Следующий! Гиви. Ну, тут явная промашка. Не было у Нины с ним ничего, кроме одной сигареты на двоих в Московском гораэровокзале, а это даже поцелуем не назовешь. Могло ли быть? Может быть, кто знает. Но если по такому принципу представление устраивать, то это бог знает кого еще выставить можно. Тут они ошиблись, конечно, но об этом одна только Нина знает, так что ладно, пусть.
Следующий! Витя-фокусник. Два фокусника на сцене — не много ли?
Следующий! Лев Моисеевич. И его не пожалели. Однако держится он молодцом, не хуже других выглядит, несмотря на возраст. Но его, конечно, зря потревожили, можно было бы оставить в покое такого почтенного человека. Или его для финала как некий апофеоз выставили — именно из уважения к его заслугам? А теперь — общий поклон и уважаемую публику просят расходиться?
Но нет, представление не кончается. Гегин, хотя и взмокший, не покидает своего поста на сцене и даже косится, несет ли она новую жесточку. А зачем еще забрасывать?
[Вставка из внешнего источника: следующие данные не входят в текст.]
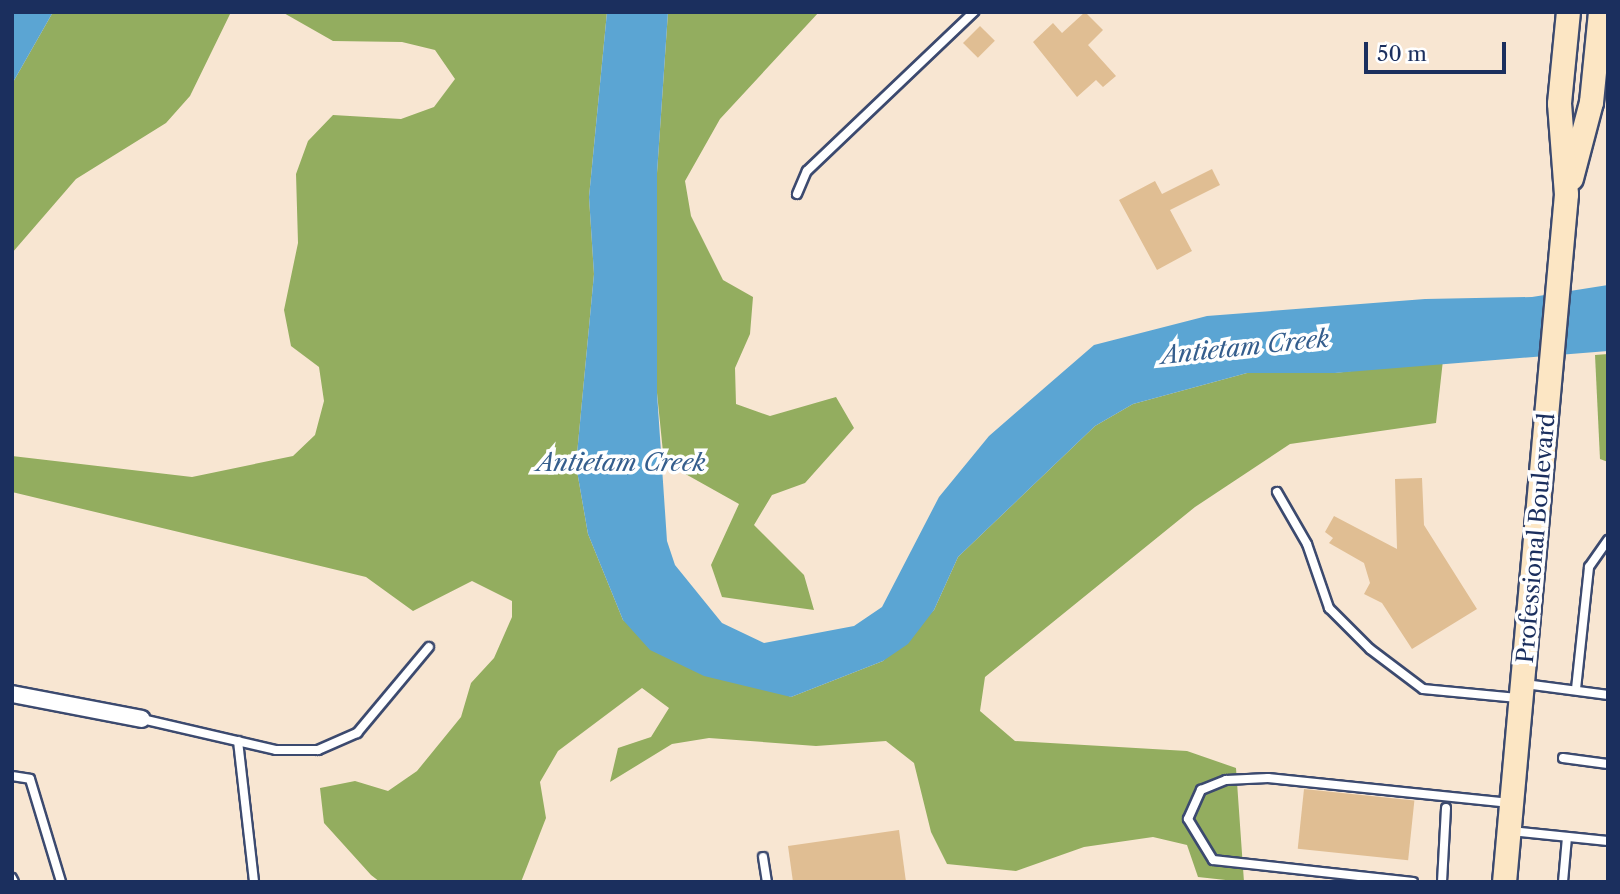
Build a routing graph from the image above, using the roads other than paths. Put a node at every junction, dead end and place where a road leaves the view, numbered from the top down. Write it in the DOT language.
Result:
graph roads {
  1 [pos="974,12"];
  2 [pos="1568,12"];
  3 [pos="1600,12"];
  4 [pos="797,194"];
  5 [pos="1566,194"];
  6 [pos="1277,492"];
  7 [pos="1608,540"];
  8 [pos="429,647"];
  9 [pos="1576,689"];
  10 [pos="1522,691"];
  11 [pos="12,694"];
  12 [pos="1608,695"];
  13 [pos="142,719"];
  14 [pos="238,741"];
  15 [pos="1563,758"];
  16 [pos="1608,764"];
  17 [pos="12,776"];
  18 [pos="1511,803"];
  19 [pos="1447,808"];
  20 [pos="1508,831"];
  21 [pos="1567,837"];
  22 [pos="1608,841"];
  23 [pos="763,857"];
  24 [pos="61,882"];
  25 [pos="254,882"];
  26 [pos="767,882"];
  27 [pos="1413,882"];
  28 [pos="1442,882"];
  29 [pos="1504,882"];
  30 [pos="1563,882"];
  1 -- 4 [label="lane"];
  2 -- 5 [label="street, Professional Boulevard"];
  3 -- 5 [label="street, Professional Boulevard"];
  5 -- 10 [label="street, Professional Boulevard"];
  6 -- 10 [label="lane"];
  7 -- 9 [label="lane"];
  8 -- 14 [label="lane"];
  9 -- 10 [label="lane"];
  9 -- 12 [label="lane"];
  10 -- 18 [label="street, Professional Boulevard"];
  11 -- 13 [label="street"];
  13 -- 14 [label="lane"];
  14 -- 25 [label="lane"];
  15 -- 16 [label="lane"];
  17 -- 24 [label="lane"];
  18 -- 20 [label="street, Professional Boulevard"];
  18 -- 27 [label="lane"];
  19 -- 28 [label="lane"];
  20 -- 21 [label="lane"];
  20 -- 29 [label="street, Professional Boulevard"];
  21 -- 22 [label="lane"];
  21 -- 30 [label="lane"];
  23 -- 26 [label="lane"];
}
Не было ведь никого больше, всех уже показали, даже лишнего Гиви вытащили.
Но снова жесточка летит под небеса (крышу Инне Борисовне придется после этого спектакля ремонтировать, вся в дырах будет), дробь барабана, махи такой же сумасшедшей трапеции, замерший зал, и сейчас лопнет этот воздушный шарик, потому что не было никого больше. Вот смешно будет, когда он лопнет. Звон тарелок. Ну! Да что же это такое, черт возьми, — еще один появился, но ведь не виновата я!
Однако оставим этот вопль Катюше Масловой и посмотрим, кого нам Гегин послал? Хотя когда смотришь вот так сзади, много ли увидишь? Рост — выше среднего. Джинсы и свитер. В руке почему-то портфель-дипломат. Не расстается он с ним, что ли? Брюнет. Надо бы лицо запомнить, а то потом встретишь и не узнаешь, но Гегин оборачивается и шипит с застывшей на лице улыбкой: «Жестку тащи!» и слово не совсем хорошее прибавляет. Ах ты пенек сибирский! И этот «дипломат» на нее сердито смотрит: что же это вы своих обязанностей не выполняете! Но ты-то уж, голубчик, помолчи, тебя ведь и нет еще вообще — один эфир воздушный, хотя ты уже и с портфелем.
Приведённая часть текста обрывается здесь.